# OpenDAP via xpublish

Let's first start out with exploring how to convert an xarray dataset into an [opendap_protocol](https://opendap-protocol.readthedocs.io/en/latest/usage.html) dataset.

## xarray -> opendap_protocol

In [1]:
import numpy as np
import opendap_protocol as dap
import xarray as xr

In [2]:
ds = xr.open_dataset("../datasets/ww3_72_east_coast_2022041112.nc")
ds

### Dimensions first

First we need to convert our dimensions into `opendap_protocol.Array`s.

In [4]:
longitude = ds['longitude']
longitude

In [5]:
longitude.name

'longitude'

In [6]:
longitude.dtype

dtype('float32')

In [10]:
longitude.dtype

dtype('float32')

In [33]:
dtype_dap = {
    np.ubyte: dap.Byte,
    np.int16: dap.Int16,
    np.uint16: dap.UInt16,
    np.int32: dap.Int32,
    np.uint32: dap.UInt32,
    np.float32: dap.Float32,
    np.float64: dap.Float64,
    np.str_: dap.String
}
dtype_dap = {np.dtype(k): v for k, v in dtype_dap.items()}

def dtype_to_daptype(dtype: np.dtype) -> dap.DAPAtom:
    try:
        return dtype_dap[dtype]
    except KeyError:
        print(f"Coercing dtype to string for {dtype}. Probably not a good idea.")
        return dap.String
    
# dtype_dap[longitude.dtype]
dtype_to_daptype(longitude.dtype)

opendap_protocol.protocol.Float32

I probably need to dig into opendap further to figure out the right coercions for datetimes.

In [34]:
dtype_to_daptype(ds['time'].dtype)

Coercing dtype to string for datetime64[ns]. Probably not a good idea.

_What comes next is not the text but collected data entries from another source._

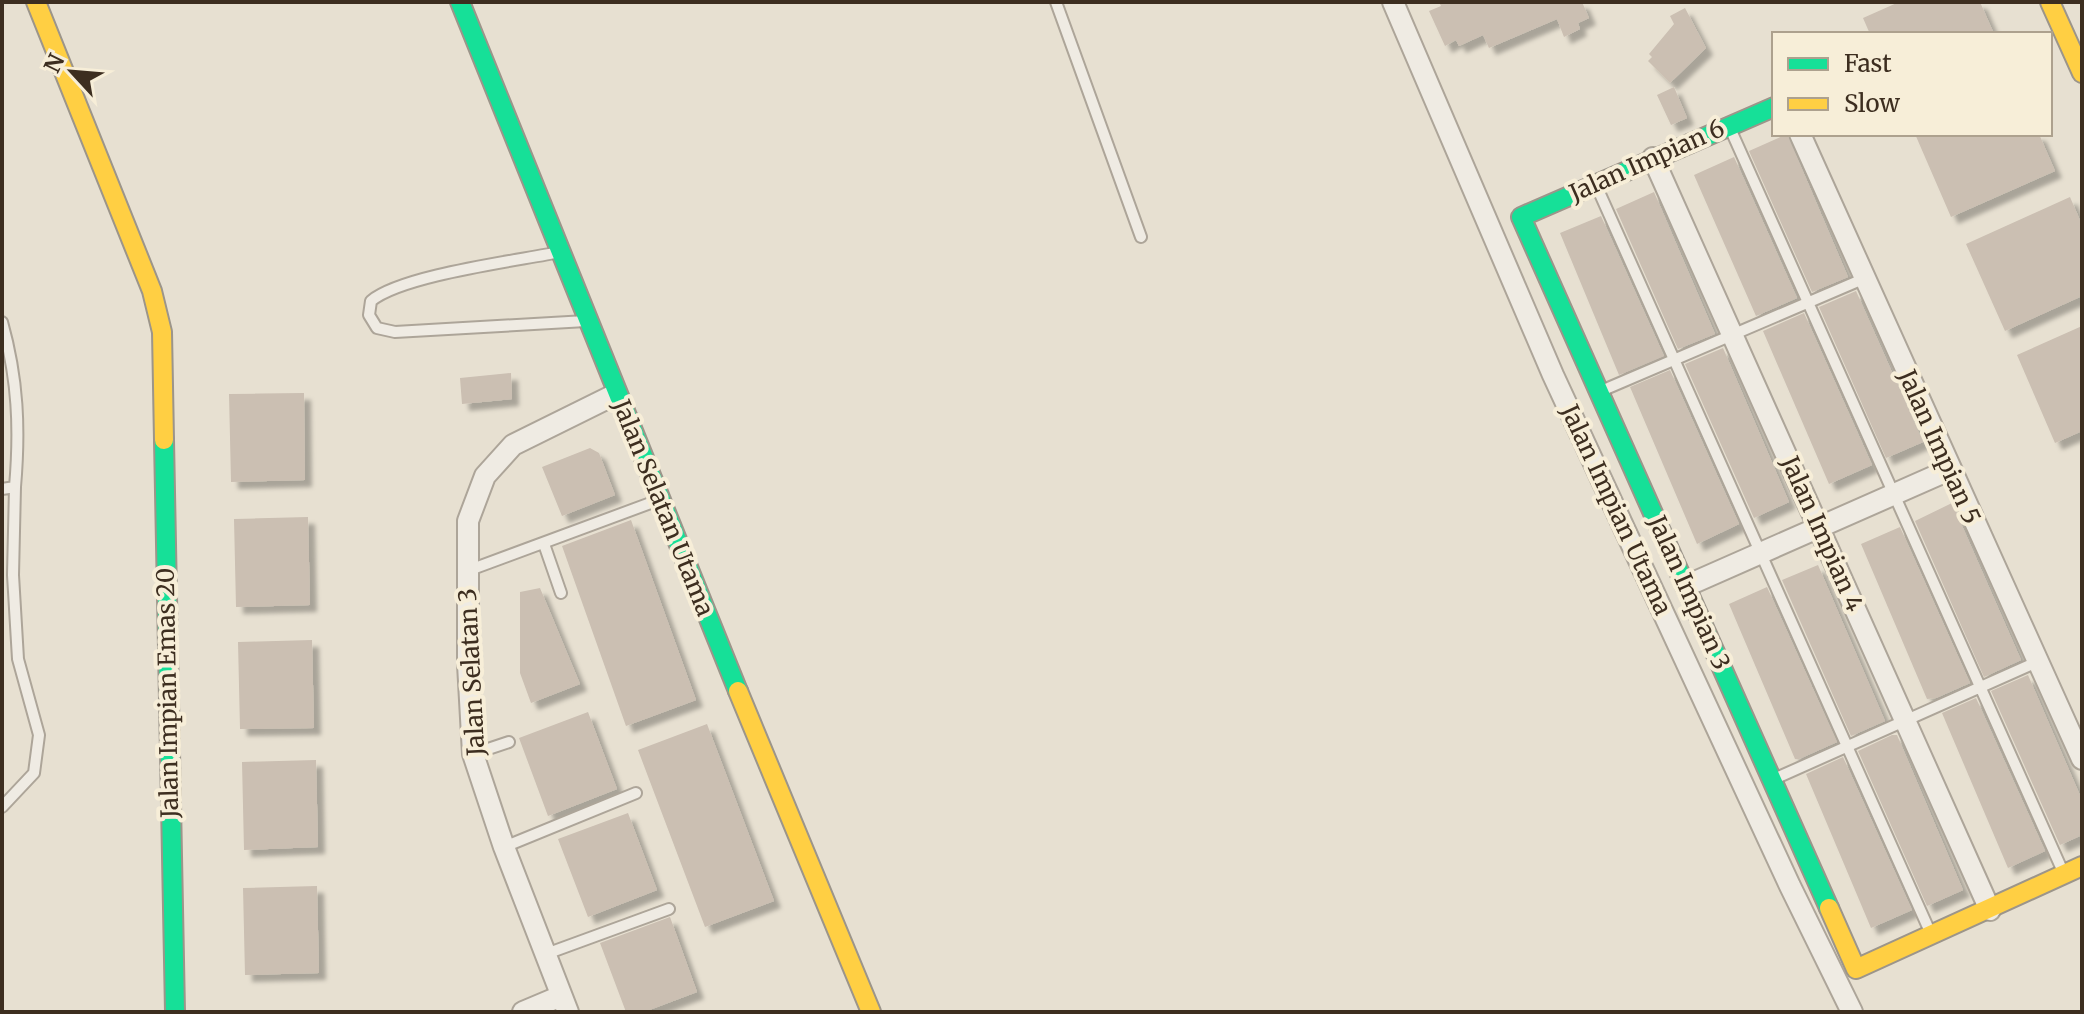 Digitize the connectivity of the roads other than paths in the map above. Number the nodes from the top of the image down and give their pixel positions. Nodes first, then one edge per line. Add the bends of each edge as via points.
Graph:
1 (36, 2) edge
2 (460, 2) edge
3 (1056, 2) edge
4 (1393, 2) edge
5 (2050, 2) edge
6 (2082, 73) edge
7 (1772, 108) edge
8 (1728, 124) junction
9 (1801, 136) edge
10 (1653, 158) junction
11 (1595, 183) junction
12 (1521, 217) joint
13 (1141, 237) dead end
14 (561, 252) junction
15 (1863, 279) junction
16 (1808, 303) junction
17 (588, 321) junction
18 (2, 322) edge
19 (1732, 335) junction
20 (5, 348) edge
21 (1674, 360) junction
22 (1599, 392) junction
23 (616, 394) junction
24 (1949, 470) junction
25 (15, 487) junction
26 (2, 489) edge
27 (1894, 494) junction
28 (659, 500) junction
29 (1818, 528) junction
30 (544, 544) junction
31 (1761, 553) junction
32 (467, 571) junction
33 (1686, 586) junction
34 (561, 593) dead end
35 (2037, 662) junction
36 (1980, 688) junction
37 (1905, 720) junction
38 (509, 742) dead end
39 (1847, 746) junction
40 (473, 754) junction
41 (2082, 759) edge
42 (1773, 779) junction
43 (636, 793) dead end
44 (2, 807) edge
45 (504, 847) junction
46 (2082, 866) edge
47 (2064, 875) junction
48 (669, 909) dead end
49 (1990, 910) junction
50 (1932, 935) junction
51 (546, 954) junction
52 (564, 1004) edge
53 (175, 1012) edge
54 (523, 1012) edge
55 (871, 1012) edge
56 (1852, 1012) edge

1 - 53 street, Jalan Impian Emas 20 via 152,291 162,332
2 - 14 street, Jalan Selatan Utama
3 - 13 lane
4 - 56 street, Jalan Impian Utama via 1553,375
5 - 6 street
7 - 8 street, Jalan Impian 6
8 - 10 street, Jalan Impian 6
8 - 16 lane
9 - 15 street, Jalan Impian 5
10 - 11 street, Jalan Impian 6
10 - 19 street, Jalan Impian 4
11 - 12 street, Jalan Impian 6
11 - 21 lane
12 - 22 street, Jalan Impian 3
14 - 17 street, Jalan Selatan Utama
14 - 17 lane via 411,283 380,294 371,301 369,315 377,328 395,332
15 - 16 lane
15 - 24 street, Jalan Impian 5
16 - 19 lane
16 - 27 lane
17 - 23 street, Jalan Selatan Utama
18 - 20 lane
19 - 21 lane
19 - 29 street, Jalan Impian 4
20 - 25 lane via 20,421
21 - 22 lane
21 - 31 lane
22 - 33 street, Jalan Impian 3
23 - 28 street, Jalan Selatan Utama
23 - 32 street, Jalan Selatan 3 via 532,434 497,462 477,492 468,521
24 - 27 street
24 - 35 street, Jalan Impian 5
25 - 26 lane
25 - 44 lane via 18,659 39,735 34,773
27 - 29 street
27 - 36 lane
28 - 30 lane
28 - 55 street, Jalan Selatan Utama
29 - 31 street
29 - 37 street, Jalan Impian 4
30 - 32 lane
30 - 34 lane
31 - 33 street
31 - 39 lane
32 - 40 street, Jalan Selatan 3
33 - 42 street, Jalan Impian 3
35 - 36 lane
35 - 41 street, Jalan Impian 5
36 - 37 lane
36 - 47 lane
37 - 39 lane
37 - 49 street, Jalan Impian 4
38 - 40 lane
39 - 42 lane
39 - 50 lane
40 - 45 street, Jalan Selatan 3
42 - 50 street, Jalan Impian 3 via 1856,969
43 - 45 lane
45 - 51 street, Jalan Selatan 3
46 - 47 street
47 - 49 street
48 - 51 lane
49 - 50 street
51 - 52 street, Jalan Selatan 3
52 - 54 street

opendap_protocol.protocol.String

In [24]:
dtype_dap

{dtype('uint8'): opendap_protocol.protocol.Byte,
 dtype('int16'): opendap_protocol.protocol.Int16,
 dtype('uint16'): opendap_protocol.protocol.UInt16,
 dtype('int32'): opendap_protocol.protocol.Int32,
 dtype('uint32'): opendap_protocol.protocol.UInt32,
 dtype('float32'): opendap_protocol.protocol.Float32,
 dtype('float64'): opendap_protocol.protocol.Float64,
 dtype('<U'): opendap_protocol.protocol.String}

In [31]:
def dap_dimension(da: xr.DataArray) -> dap.Array:
    return dap.Array(
        name=da.name,
        data=da.values,
        dtype=dtype_to_daptype(da.dtype)
    )

dap_dimension(longitude)

<opendap_protocol.protocol.Array at 0x18e457550>

Lets make a dictionary of our dimensions so that we can find them later.

In [35]:
dims = {}
for dim in ds.dims:
    try:
        dims[dim] = dap_dimension(ds[dim])
    except KeyError as e:
        raise KeyError(f"Problem with dim {dim}: {ds[dim]}") from e
dims

Coercing dtype to string for datetime64[ns]. Probably not a good idea.
Coercing dtype to string for datetime64[ns]. Probably not a good idea.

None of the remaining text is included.